Finding 23 in [2, 5, 8, 12, 16, 23, 38, 56, 72, 91]:

Step 1: Check middle (16)
[2, 5, 8, 12, 16, 23, 38, 56, 72, 91]
               ↑
            23 > 16, go right

Step 2: Check middle of right half (56)
[23, 38, 56, 72, 91]
          ↑
      23 < 56, go left

Step 3: Check middle of remaining (38)
[23, 38]
     ↑
  23 < 38, go left

Step 4: Check remaining (23)
[23]
  ↑
 Found!

Implementation

Iterative (Preferred)

fn binary_search(arr: &[i32], target: i32) -> i32 {
    let mut left = 0;
    let mut right = arr.len() as i32 - 1;

    while left <= right {
        let mid = left + (right - left) / 2;  // Avoid overflow

        if arr[mid as usize] == target {
            return mid;
        } else if arr[mid as usize] < target {
            left = mid + 1;
        } else {
            right = mid - 1;
        }
    }

    -1  // Not found
}

fn main() {
    let arr = vec![2, 5, 8, 12, 16, 23, 38, 56, 72, 91];
    println!("{}", binary_search(&arr, 23));  // 5
    println!("{}", binary_search(&arr, 25));  // -1
}

func binarySearch(arr []int, target int) int {
    left, right := 0, len(arr)-1

    for left <= right {
        mid := left + (right-left)/2

        if arr[mid] == target {
            return mid
        } else if arr[mid] < target {
            left = mid + 1
        } else {
            right = mid - 1
        }
    }

    return -1
}

Recursive

fn binary_search_recursive(arr: &[i32], target: i32, left: i32, right: i32) -> i32 {
    if left > right {
        return -1;
    }

    let mid = left + (right - left) / 2;

    if arr[mid as usize] == target {
        mid
    } else if arr[mid as usize] < target {
        binary_search_recursive(arr, target, mid + 1, right)
    } else {
        binary_search_recursive(arr, target, left, mid - 1)
    }
}

fn main() {
    let arr = vec![2, 5, 8, 12, 16, 23, 38, 56, 72, 91];
    println!("{}", binary_search_recursive(&arr, 23, 0, (arr.len() - 1) as i32));
}

Why left + (right - left) // 2?

Using (left + right) // 2 can cause integer overflow in languages like C/C++ when left and right are large.

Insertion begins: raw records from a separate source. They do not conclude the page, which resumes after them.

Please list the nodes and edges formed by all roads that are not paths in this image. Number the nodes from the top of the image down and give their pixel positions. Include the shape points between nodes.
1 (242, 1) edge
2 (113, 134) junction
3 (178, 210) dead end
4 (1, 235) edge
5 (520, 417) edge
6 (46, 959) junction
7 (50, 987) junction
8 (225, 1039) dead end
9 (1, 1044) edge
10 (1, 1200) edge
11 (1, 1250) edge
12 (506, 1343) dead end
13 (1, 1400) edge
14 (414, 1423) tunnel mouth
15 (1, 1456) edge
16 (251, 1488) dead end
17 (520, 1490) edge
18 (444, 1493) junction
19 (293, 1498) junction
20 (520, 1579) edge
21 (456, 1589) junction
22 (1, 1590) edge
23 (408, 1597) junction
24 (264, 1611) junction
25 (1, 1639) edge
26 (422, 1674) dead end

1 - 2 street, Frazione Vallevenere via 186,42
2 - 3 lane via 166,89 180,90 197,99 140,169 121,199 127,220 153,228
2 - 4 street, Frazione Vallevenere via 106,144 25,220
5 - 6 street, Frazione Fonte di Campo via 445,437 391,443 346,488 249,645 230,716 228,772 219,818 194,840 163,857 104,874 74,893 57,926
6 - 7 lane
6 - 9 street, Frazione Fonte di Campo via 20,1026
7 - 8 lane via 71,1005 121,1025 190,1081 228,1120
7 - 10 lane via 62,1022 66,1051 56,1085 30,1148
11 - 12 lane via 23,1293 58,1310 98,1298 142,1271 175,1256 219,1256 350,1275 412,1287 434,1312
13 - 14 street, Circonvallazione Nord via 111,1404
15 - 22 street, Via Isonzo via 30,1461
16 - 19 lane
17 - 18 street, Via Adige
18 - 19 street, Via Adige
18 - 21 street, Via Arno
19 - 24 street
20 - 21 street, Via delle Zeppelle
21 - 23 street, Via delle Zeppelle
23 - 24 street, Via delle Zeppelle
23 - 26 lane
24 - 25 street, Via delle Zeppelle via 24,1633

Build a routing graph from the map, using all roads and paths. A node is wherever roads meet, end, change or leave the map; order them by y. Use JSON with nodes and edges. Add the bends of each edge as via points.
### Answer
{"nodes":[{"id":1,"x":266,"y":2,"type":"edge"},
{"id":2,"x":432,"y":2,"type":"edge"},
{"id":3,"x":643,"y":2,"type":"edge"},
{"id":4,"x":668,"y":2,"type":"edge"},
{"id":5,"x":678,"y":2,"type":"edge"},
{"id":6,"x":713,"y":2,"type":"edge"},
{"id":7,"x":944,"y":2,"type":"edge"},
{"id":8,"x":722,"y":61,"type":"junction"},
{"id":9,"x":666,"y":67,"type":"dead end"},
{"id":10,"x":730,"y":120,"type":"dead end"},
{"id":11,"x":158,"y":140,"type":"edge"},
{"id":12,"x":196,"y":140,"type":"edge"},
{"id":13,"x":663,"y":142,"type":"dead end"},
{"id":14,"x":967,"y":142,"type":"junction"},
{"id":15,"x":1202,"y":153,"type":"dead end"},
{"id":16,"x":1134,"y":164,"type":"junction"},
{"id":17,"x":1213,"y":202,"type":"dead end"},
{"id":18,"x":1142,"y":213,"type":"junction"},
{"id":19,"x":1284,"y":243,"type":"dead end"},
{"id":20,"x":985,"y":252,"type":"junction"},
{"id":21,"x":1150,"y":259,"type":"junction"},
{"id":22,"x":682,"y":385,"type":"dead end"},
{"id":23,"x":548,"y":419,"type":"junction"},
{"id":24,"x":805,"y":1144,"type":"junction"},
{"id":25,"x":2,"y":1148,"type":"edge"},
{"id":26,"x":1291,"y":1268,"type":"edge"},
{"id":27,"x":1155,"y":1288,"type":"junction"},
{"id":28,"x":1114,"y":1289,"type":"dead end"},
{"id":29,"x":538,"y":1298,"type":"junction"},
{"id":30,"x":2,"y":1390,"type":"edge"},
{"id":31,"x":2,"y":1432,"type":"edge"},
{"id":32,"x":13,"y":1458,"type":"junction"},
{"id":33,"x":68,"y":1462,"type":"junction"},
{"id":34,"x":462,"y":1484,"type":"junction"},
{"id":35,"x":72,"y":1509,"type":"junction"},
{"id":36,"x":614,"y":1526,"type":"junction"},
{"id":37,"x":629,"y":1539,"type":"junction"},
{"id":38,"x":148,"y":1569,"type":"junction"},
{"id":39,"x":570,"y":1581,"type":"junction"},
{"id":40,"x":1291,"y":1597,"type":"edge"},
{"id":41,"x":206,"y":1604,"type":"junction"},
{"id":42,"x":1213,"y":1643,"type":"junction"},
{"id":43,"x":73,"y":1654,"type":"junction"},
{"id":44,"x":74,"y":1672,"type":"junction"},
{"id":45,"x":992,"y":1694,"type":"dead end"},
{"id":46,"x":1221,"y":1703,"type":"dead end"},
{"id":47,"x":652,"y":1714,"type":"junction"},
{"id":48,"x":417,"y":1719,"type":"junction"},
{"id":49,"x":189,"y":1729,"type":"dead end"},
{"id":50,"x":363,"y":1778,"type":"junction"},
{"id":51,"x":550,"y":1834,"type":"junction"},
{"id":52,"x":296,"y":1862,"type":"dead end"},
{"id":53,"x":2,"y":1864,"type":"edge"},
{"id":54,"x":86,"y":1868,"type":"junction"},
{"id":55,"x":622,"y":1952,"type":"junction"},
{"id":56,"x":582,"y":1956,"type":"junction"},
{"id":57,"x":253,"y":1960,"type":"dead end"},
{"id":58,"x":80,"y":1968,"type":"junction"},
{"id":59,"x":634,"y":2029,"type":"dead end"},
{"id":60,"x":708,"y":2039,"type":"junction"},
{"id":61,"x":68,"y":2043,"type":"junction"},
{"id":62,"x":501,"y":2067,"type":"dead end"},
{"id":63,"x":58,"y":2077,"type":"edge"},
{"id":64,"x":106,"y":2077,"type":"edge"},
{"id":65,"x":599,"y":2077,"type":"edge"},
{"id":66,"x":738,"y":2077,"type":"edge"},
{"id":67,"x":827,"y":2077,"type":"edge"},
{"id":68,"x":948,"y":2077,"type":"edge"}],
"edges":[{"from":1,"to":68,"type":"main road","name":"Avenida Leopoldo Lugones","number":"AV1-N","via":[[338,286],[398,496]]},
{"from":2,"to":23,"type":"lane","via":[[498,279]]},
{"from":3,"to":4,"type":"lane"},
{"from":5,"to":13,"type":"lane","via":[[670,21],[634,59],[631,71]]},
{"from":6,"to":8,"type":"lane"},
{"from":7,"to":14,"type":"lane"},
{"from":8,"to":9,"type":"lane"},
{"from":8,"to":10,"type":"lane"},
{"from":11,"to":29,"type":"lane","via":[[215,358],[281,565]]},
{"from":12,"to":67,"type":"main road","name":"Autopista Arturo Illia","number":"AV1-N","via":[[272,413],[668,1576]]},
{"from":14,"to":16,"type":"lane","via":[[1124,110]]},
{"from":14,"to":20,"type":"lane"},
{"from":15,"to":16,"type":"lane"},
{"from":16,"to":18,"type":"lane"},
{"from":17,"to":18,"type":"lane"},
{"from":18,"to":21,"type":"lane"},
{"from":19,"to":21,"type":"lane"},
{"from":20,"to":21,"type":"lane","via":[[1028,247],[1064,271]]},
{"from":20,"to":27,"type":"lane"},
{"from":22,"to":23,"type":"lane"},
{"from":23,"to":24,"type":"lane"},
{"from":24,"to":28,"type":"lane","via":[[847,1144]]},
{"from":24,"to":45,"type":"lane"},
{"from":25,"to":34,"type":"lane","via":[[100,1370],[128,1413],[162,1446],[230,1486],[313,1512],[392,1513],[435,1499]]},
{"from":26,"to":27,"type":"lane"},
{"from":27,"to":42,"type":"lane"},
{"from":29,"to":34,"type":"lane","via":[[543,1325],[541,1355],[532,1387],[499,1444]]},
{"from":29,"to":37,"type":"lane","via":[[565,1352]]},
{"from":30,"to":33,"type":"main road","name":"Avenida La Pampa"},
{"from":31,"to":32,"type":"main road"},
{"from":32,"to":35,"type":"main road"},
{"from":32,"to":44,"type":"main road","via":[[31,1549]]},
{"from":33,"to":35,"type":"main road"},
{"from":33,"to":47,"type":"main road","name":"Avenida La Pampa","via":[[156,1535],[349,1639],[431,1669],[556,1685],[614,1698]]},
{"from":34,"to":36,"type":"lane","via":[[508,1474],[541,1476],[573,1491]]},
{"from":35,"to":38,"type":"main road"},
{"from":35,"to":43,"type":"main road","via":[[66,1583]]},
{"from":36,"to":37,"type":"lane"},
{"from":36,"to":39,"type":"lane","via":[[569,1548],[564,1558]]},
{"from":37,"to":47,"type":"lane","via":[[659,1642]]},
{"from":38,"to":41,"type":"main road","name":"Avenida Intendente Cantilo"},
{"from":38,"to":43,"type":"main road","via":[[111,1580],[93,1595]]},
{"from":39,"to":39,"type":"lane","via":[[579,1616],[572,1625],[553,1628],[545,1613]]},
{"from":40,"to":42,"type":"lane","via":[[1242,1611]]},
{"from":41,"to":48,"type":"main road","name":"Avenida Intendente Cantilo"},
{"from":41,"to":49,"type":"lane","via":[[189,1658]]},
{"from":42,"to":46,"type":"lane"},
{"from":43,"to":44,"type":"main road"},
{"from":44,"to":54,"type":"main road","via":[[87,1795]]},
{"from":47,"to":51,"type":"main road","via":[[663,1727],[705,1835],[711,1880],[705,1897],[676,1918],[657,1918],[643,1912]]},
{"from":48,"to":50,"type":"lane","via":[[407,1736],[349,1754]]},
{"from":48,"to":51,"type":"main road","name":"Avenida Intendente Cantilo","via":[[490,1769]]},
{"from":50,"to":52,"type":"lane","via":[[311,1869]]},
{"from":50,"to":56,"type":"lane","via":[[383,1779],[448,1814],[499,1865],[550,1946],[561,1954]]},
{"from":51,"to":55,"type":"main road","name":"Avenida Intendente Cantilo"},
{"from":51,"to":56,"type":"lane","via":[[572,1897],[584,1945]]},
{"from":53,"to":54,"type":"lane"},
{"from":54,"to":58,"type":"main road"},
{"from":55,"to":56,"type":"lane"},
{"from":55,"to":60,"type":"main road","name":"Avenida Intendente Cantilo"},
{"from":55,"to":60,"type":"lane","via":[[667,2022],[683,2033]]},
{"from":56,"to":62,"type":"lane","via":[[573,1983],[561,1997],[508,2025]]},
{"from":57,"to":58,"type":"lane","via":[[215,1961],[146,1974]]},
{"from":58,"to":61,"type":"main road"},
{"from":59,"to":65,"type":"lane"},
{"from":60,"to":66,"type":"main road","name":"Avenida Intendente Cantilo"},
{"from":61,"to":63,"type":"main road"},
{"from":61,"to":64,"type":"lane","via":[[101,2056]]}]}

The alternative formula avoids this issue while giving the same result.

Time Complexity

Each iteration halves the search space:

n → n/2 → n/4 → ... → 1

Number of iterations: O(log n)

n = 1,000,000 elements
Binary search: ~20 comparisons (log₂ 1,000,000 ≈ 20)
Linear search: up to 1,000,000 comparisons

Space Complexity

Iterative: O(1)
Recursive: O(log n) for call stack

Common Mistakes

1. Off-by-One Errors

// Wrong: might skip elements
while left < right {  // Should be left <= right

// Wrong: infinite loop
left = mid;  // Should be left = mid + 1

// Wrong: infinite loop
right = mid;  // Should be right = mid - 1

2. Unsorted Array

Binary search requires a sorted array. If unsorted, results are undefined.

3. Integer Overflow

// Potentially overflows in some languages
let mid = (left + right) / 2;

// Safe version
let mid = left + (right - left) / 2;

Binary Search Template

A robust template for binary search:

fn binary_search_template(arr: &[i32], target: i32) -> i32 {
    let mut left = 0;
    let mut right = arr.len() as i32 - 1;

    while left <= right {
        let mid = left + (right - left) / 2;

        if arr[mid as usize] == target {
            return mid;  // Found
        } else if arr[mid as usize] < target {
            left = mid + 1;  // Search right
        } else {
            right = mid - 1;  // Search left
        }
    }

    -1  // Not found
}

Key invariants:

left and right define the current search range (inclusive)
left <= right ensures we don't miss elements
mid + 1 and mid - 1 ensure progress (avoid infinite loops)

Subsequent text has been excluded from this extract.